- **Task goal**
Of the lines below, report only those that contain "Avenue".

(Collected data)
<<<<
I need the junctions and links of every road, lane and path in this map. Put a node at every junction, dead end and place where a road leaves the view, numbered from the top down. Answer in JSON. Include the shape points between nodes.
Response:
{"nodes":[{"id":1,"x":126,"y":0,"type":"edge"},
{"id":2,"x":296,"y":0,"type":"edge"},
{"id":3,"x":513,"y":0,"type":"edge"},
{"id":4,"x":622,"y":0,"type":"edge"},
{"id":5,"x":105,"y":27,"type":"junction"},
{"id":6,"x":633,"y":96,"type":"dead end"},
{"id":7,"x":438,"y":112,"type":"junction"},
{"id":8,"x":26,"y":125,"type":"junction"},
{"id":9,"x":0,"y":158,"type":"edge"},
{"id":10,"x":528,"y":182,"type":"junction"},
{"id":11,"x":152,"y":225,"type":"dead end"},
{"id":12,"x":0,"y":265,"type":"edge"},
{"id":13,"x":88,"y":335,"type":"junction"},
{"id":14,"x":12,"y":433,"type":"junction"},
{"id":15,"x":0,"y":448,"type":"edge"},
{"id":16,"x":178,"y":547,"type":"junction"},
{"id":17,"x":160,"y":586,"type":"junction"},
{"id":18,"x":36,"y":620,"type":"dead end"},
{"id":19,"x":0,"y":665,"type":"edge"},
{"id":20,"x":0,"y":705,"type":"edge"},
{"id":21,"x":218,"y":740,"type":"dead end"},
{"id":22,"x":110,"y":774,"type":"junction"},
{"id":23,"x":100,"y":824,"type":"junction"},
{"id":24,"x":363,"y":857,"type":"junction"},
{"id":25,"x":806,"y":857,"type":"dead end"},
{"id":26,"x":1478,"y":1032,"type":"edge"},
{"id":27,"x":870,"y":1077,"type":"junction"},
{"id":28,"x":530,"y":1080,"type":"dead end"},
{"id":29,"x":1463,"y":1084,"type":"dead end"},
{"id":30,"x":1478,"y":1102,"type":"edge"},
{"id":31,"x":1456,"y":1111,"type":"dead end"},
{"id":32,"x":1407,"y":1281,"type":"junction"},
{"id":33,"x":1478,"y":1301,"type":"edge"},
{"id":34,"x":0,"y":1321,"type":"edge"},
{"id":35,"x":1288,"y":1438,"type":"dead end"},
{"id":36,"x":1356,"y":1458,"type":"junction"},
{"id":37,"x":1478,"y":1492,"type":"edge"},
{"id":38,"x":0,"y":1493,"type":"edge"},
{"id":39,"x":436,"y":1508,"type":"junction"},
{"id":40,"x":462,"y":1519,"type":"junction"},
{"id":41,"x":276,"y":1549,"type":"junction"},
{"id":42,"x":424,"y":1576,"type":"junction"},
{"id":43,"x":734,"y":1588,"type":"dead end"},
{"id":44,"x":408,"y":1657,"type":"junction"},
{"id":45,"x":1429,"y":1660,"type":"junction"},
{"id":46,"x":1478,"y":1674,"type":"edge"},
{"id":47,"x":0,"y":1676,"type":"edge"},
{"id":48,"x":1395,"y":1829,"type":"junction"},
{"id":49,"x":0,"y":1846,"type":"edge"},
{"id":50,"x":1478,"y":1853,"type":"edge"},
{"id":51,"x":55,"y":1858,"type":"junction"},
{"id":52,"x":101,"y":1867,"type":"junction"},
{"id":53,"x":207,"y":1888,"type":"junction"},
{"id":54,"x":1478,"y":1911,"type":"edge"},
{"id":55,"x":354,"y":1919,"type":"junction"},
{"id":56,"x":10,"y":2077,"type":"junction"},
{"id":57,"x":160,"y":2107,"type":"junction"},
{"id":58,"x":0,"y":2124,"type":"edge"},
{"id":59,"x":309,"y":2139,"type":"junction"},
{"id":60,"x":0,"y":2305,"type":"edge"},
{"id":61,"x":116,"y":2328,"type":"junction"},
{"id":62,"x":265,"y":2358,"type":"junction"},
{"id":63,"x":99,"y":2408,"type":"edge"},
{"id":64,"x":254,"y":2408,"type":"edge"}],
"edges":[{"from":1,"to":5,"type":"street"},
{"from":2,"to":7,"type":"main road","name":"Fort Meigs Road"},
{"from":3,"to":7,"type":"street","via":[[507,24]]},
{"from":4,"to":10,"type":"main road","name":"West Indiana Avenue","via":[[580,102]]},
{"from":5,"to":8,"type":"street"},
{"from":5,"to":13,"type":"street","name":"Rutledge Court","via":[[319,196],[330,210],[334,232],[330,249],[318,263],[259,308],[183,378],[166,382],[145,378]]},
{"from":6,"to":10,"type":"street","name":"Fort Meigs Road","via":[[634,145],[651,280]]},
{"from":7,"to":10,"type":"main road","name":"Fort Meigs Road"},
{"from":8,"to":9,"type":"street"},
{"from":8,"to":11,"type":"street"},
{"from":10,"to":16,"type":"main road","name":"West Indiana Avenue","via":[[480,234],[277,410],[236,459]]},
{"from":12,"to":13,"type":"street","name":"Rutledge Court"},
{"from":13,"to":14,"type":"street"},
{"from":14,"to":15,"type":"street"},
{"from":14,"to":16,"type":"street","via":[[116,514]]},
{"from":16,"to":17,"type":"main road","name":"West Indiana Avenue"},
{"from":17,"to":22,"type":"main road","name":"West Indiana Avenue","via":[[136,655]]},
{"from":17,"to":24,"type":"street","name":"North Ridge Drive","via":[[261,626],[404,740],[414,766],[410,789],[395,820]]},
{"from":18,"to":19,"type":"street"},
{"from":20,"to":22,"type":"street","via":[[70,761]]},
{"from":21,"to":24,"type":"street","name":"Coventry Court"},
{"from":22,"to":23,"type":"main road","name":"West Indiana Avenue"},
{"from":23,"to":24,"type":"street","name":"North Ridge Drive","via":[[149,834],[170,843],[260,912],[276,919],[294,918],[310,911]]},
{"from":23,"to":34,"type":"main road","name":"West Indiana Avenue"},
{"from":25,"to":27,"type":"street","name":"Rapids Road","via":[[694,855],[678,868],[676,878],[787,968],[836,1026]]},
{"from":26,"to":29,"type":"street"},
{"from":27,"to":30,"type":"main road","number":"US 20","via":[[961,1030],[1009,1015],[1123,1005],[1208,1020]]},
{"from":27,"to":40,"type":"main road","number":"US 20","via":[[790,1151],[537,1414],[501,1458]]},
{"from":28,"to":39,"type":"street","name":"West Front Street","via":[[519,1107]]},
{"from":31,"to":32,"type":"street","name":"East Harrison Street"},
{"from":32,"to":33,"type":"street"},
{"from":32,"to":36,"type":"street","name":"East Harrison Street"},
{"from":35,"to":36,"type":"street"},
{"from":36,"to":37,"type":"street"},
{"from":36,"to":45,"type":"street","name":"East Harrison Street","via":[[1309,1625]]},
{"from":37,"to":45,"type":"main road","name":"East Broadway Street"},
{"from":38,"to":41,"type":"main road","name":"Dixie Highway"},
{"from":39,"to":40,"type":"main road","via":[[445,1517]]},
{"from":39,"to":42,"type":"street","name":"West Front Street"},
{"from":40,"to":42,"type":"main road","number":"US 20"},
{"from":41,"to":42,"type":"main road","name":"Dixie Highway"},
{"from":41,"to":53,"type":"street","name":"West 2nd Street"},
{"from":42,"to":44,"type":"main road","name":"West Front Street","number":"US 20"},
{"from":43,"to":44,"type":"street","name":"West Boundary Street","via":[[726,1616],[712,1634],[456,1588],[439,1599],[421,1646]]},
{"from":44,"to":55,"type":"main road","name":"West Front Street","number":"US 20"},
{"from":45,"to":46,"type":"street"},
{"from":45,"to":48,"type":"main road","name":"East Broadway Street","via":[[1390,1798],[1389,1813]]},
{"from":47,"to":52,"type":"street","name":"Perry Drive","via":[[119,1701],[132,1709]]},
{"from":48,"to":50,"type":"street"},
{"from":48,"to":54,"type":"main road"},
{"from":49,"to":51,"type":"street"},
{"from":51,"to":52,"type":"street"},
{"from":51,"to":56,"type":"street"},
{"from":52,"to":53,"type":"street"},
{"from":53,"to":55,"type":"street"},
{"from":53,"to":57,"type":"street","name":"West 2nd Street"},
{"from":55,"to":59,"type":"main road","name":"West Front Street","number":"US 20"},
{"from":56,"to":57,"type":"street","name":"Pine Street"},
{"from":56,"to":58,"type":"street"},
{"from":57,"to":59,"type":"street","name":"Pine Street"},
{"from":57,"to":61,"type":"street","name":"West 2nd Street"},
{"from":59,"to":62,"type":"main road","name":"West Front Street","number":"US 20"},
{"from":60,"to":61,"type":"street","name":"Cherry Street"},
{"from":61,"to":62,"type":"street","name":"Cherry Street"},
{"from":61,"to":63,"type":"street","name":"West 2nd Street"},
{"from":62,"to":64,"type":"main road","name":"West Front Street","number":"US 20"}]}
>>>>
- **Answer for the task**
{"from":4,"to":10,"type":"main road","name":"West Indiana Avenue","via":[[580,102]]},
{"from":10,"to":16,"type":"main road","name":"West Indiana Avenue","via":[[480,234],[277,410],[236,459]]},
{"from":16,"to":17,"type":"main road","name":"West Indiana Avenue"},
{"from":17,"to":22,"type":"main road","name":"West Indiana Avenue","via":[[136,655]]},
{"from":22,"to":23,"type":"main road","name":"West Indiana Avenue"},
{"from":23,"to":34,"type":"main road","name":"West Indiana Avenue"},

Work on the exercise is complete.